Ecoamos Ubuntu “Eu sou porque nós somos” confronta o poder autodestrutivo do pensamento ocidental hegemônico trazendo consigo o espírito integrativo da sociabilidade humana expressado como princípio ético e filosófico. Não exercendo a exclusão, competição e anulação do outro para que sejamos, ao invés disso podermos nos reconhecer e nos integrar a natureza e entre nós enquanto seres viventes a pertencer a essas mesma natureza fora e dentro de cada pessoa. No deslocamento do negar “Eu sou porque tu não és” para integrar Ubuntu outra realidade, outros elementos no pensar, outras racionalidades, outras sensibilidades e sentires traçando o bem viver do poder compartilhado a partir do chão comum outra sociabilidade, modo de viver e gerir as relações cotidianas em sociedade. A partilha enquanto elo de expansão de consciências políticas, críticas e coletivas oriunda de uma práxis social, uma consciência autônoma. Não vamos mais suportar a trama estrutural racista diária pela eliminação de vidas negras e indígenas somos ajuntamento de gente, quilombo, povos na retomada e na conquista de nossos direitos sociais e humanos.

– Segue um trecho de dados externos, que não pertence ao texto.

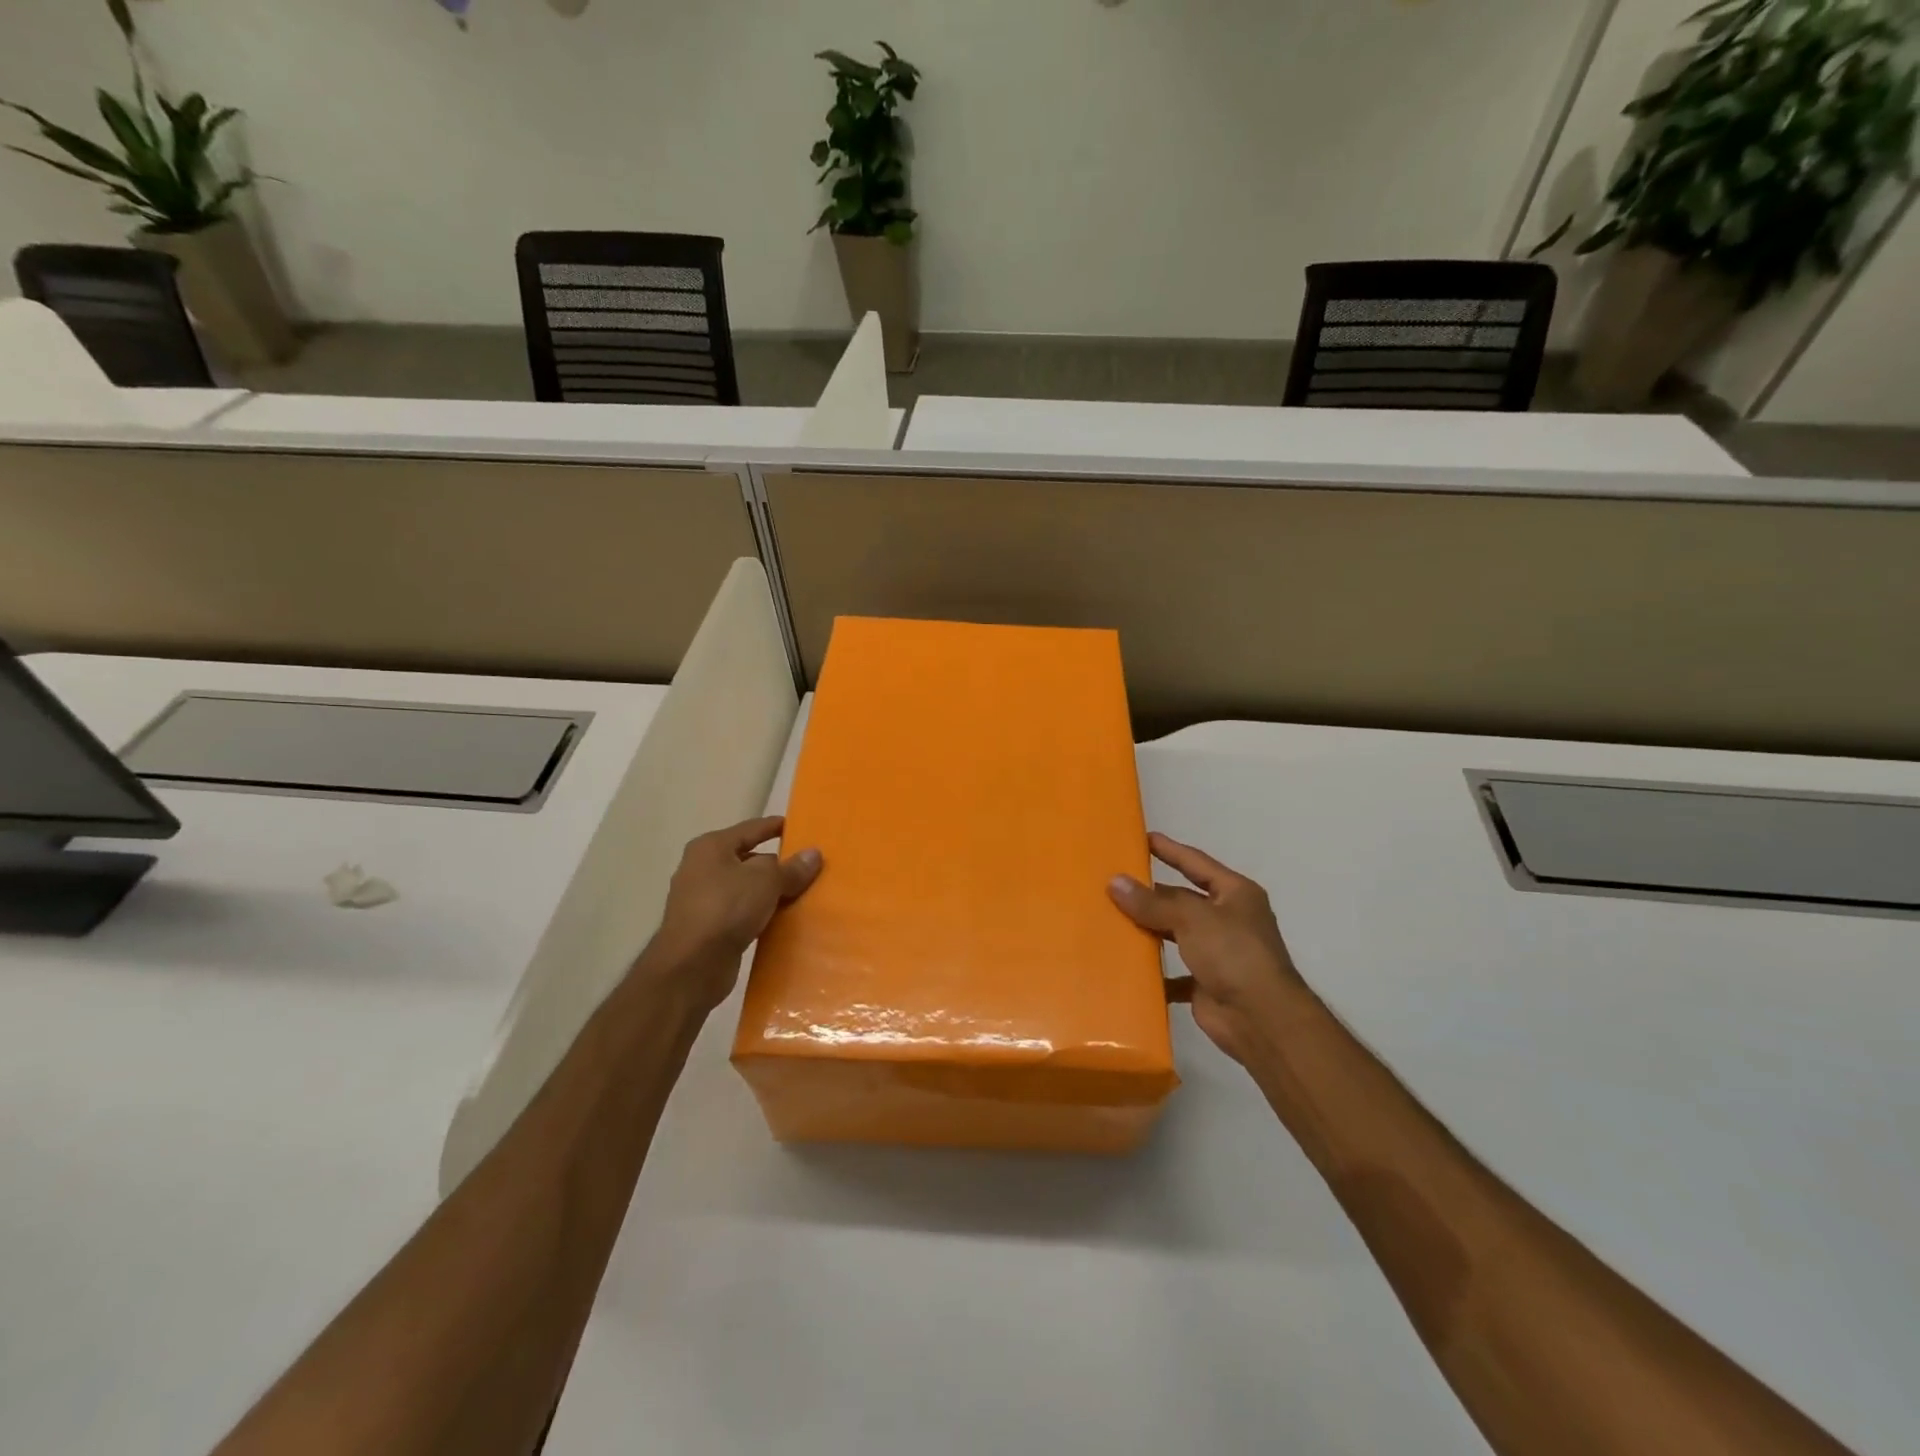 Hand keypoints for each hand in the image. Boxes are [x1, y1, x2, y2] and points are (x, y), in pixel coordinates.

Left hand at [644, 816, 821, 1011]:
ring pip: (746, 888)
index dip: (775, 826)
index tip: (800, 827)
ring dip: (770, 892)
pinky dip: (761, 914)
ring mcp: (702, 900)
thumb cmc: (726, 909)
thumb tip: (814, 854)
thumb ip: (791, 868)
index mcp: (711, 847)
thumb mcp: (766, 881)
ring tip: (803, 894)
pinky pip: (742, 913)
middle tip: (809, 868)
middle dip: (777, 865)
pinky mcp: (708, 928)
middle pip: (748, 859)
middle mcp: (702, 868)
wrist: (691, 967)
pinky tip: (783, 920)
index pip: (751, 828)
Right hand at [1108, 833, 1308, 1067]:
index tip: (1142, 838)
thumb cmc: (1233, 954)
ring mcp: (1218, 952)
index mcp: (1235, 894)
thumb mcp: (1191, 918)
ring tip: (1111, 919)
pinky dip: (1154, 971)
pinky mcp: (1206, 983)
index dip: (1170, 850)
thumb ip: (1152, 902)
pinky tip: (1127, 966)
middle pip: (1183, 899)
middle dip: (1152, 894)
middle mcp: (1228, 919)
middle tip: (1113, 883)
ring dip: (1149, 930)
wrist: (1261, 1019)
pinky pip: (1173, 972)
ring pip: (1176, 934)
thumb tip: (1115, 882)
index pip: (1196, 863)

Partilhamos a revolução já em curso do chão de nossos territórios, de nossa cultura, dos plantios de alimentos e colheitas fartas na base de nossa energia vital compartilhada umas com as outras nutrindo nossa força de movimento, lutas e guerras para interromper a hegemonia absoluta do poder colonial.  Mulheres negras no poder, construindo o Bem Viver!

Ato “Nos deram o caos, nós devolvemos a lama”. Foto: Paloma Luna.